Data for this exercise |
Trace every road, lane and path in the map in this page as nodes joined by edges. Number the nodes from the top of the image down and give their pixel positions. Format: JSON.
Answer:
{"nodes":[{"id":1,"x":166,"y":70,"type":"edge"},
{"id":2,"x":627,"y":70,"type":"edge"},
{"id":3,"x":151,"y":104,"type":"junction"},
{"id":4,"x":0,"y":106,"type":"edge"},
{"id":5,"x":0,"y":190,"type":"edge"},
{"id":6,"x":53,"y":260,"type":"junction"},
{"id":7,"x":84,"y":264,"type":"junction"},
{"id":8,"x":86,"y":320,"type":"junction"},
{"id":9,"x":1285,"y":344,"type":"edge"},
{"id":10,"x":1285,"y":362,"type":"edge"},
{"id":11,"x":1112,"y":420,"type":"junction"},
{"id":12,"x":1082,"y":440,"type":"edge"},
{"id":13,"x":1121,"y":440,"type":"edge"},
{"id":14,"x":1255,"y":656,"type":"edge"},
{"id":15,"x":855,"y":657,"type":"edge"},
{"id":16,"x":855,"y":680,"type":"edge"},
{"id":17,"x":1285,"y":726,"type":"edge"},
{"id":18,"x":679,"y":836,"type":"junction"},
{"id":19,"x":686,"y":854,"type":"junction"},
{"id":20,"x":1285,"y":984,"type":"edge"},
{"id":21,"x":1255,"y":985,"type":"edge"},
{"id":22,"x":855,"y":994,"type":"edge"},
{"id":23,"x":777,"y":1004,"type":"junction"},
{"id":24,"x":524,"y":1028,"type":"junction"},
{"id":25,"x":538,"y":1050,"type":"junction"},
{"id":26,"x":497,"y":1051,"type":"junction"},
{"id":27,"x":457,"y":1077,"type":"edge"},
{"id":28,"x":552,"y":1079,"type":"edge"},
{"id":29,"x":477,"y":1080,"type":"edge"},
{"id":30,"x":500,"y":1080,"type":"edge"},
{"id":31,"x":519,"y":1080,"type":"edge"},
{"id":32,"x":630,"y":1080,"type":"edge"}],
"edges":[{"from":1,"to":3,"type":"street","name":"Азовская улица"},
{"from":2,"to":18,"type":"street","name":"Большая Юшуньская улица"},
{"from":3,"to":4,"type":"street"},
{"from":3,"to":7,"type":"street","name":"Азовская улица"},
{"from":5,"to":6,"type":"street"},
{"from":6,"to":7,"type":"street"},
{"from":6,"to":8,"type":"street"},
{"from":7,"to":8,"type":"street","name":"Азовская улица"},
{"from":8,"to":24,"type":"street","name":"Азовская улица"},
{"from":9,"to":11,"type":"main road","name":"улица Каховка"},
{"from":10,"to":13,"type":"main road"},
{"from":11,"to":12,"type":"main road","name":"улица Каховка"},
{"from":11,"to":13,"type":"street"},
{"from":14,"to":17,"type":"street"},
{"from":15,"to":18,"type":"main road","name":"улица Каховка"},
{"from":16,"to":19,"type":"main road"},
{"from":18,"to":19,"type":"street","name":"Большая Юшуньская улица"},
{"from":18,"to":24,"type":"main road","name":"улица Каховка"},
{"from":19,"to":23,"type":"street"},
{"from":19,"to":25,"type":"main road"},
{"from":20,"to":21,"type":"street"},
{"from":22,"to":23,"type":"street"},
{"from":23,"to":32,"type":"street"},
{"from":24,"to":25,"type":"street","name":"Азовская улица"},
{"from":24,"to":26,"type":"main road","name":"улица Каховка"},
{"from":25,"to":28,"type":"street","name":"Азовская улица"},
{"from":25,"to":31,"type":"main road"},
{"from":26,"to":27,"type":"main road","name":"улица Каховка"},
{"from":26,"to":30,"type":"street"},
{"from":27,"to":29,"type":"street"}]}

What the task requires |
When you answer, repeat each entry exactly as it appears above.

Reply |
Trace every road, lane and path in the map in this page as nodes joined by edges. Number the nodes from the top of the image down and give their pixel positions. Format: JSON.
Answer:
{"nodes":[{"id":1,"x":166,"y":70,"type":"edge"},
{"id":2,"x":627,"y":70,"type":"edge"},
{"id":3,"x":151,"y":104,"type":"junction"},
{"id":4,"x":0,"y":106,"type":"edge"},
{"id":5,"x":0,"y":190,"type":"edge"},
{"id":6,"x":53,"y":260,"type":"junction"},
{"id":7,"x":84,"y":264,"type":"junction"},
{"id":8,"x":86,"y":320,"type":"junction"},
{"id":9,"x":1285,"y":344,"type":"edge"},
{"id":10,"x":1285,"y":362,"type":"edge"},
{"id":11,"x":1112,"y":420,"type":"junction"},
{"id":12,"x":1082,"y":440,"type":"edge"},
{"id":13,"x":1121,"y":440,"type":"edge"},
{"id":14,"x":1255,"y":656,"type":"edge"},
{"id":15,"x":855,"y":657,"type":"edge"},
{"id":16,"x":855,"y":680,"type":"edge"},
{"id":17,"x":1285,"y":726,"type":"edge"},
{"id":18,"x":679,"y":836,"type":"junction"},
{"id":19,"x":686,"y":854,"type":"junction"},
{"id":20,"x":1285,"y":984,"type":"edge"},
{"id":21,"x":1255,"y":985,"type":"edge"},
{"id":22,"x":855,"y":994,"type":"edge"},
{"id":23,"x":777,"y":1004,"type":"junction"},
{"id":24,"x":524,"y":1028,"type":"junction"},
{"id":25,"x":538,"y":1050,"type":"junction"},
{"id":26,"x":497,"y":1051,"type":"junction"},
{"id":27,"x":457,"y":1077,"type":"edge"},
{"id":28,"x":552,"y":1079,"type":"edge"},
{"id":29,"x":477,"y":1080,"type":"edge"},
{"id":30,"x":500,"y":1080,"type":"edge"},
{"id":31,"x":519,"y":1080,"type":"edge"},
{"id":32,"x":630,"y":1080,"type":"edge"}],
"edges":[{"from":1,"to":3,"type":"street","name":"Азовская улица"},
{"from":2,"to":18,"type":"street","name":"Большая Юшуньская улица"},
{"from":3,"to":4,"type":"street"},
{"from":3,"to":7,"type":"street","name":"Азовская улица"},
{"from":5,"to":6,"type":"street"},
{"from":6,"to":7,"type":"street"},
{"from":6,"to":8,"type":"street"},
{"from":7,"to":8,"type":"street","name":"Азовская улица"},
{"from":8,"to":24,"type":"street","name":"Азовская улица"},
{"from":9,"to":11,"type":"main road","name":"улица Каховка"},
{"from":10,"to":13,"type":"main road"},
{"from":11,"to":12,"type":"main road","name":"улица Каховка"},
{"from":11,"to":13,"type":"street"},
{"from":14,"to":17,"type":"street"},
{"from":15,"to":18,"type":"main road","name":"улица Каховка"},
{"from":16,"to":19,"type":"main road"},
{"from":18,"to":19,"type":"street","name":"Большая Юшуньская улица"},
{"from":18,"to":24,"type":"main road","name":"улица Каховка"},
{"from":19,"to":23,"type":"street"},
{"from":19,"to":25,"type":"main road"},
{"from":20,"to":21,"type":"street"},
{"from":22,"to":23,"type":"street"},
{"from":23,"to":32,"type":"street"},
{"from":24,"to":25,"type":"street","name":"Азовская улица"},
{"from":24,"to":26,"type":"main road","name":"улица Каховка"},
{"from":25,"to":28,"type":"street","name":"Азовская улица"},
{"from":25,"to":31,"type":"main road"},
{"from":26,"to":27,"type":"main road","name":"улица Каховка"},
{"from":26,"to":30,"type":"street"},
{"from":27,"to":29,"type":"street"}]}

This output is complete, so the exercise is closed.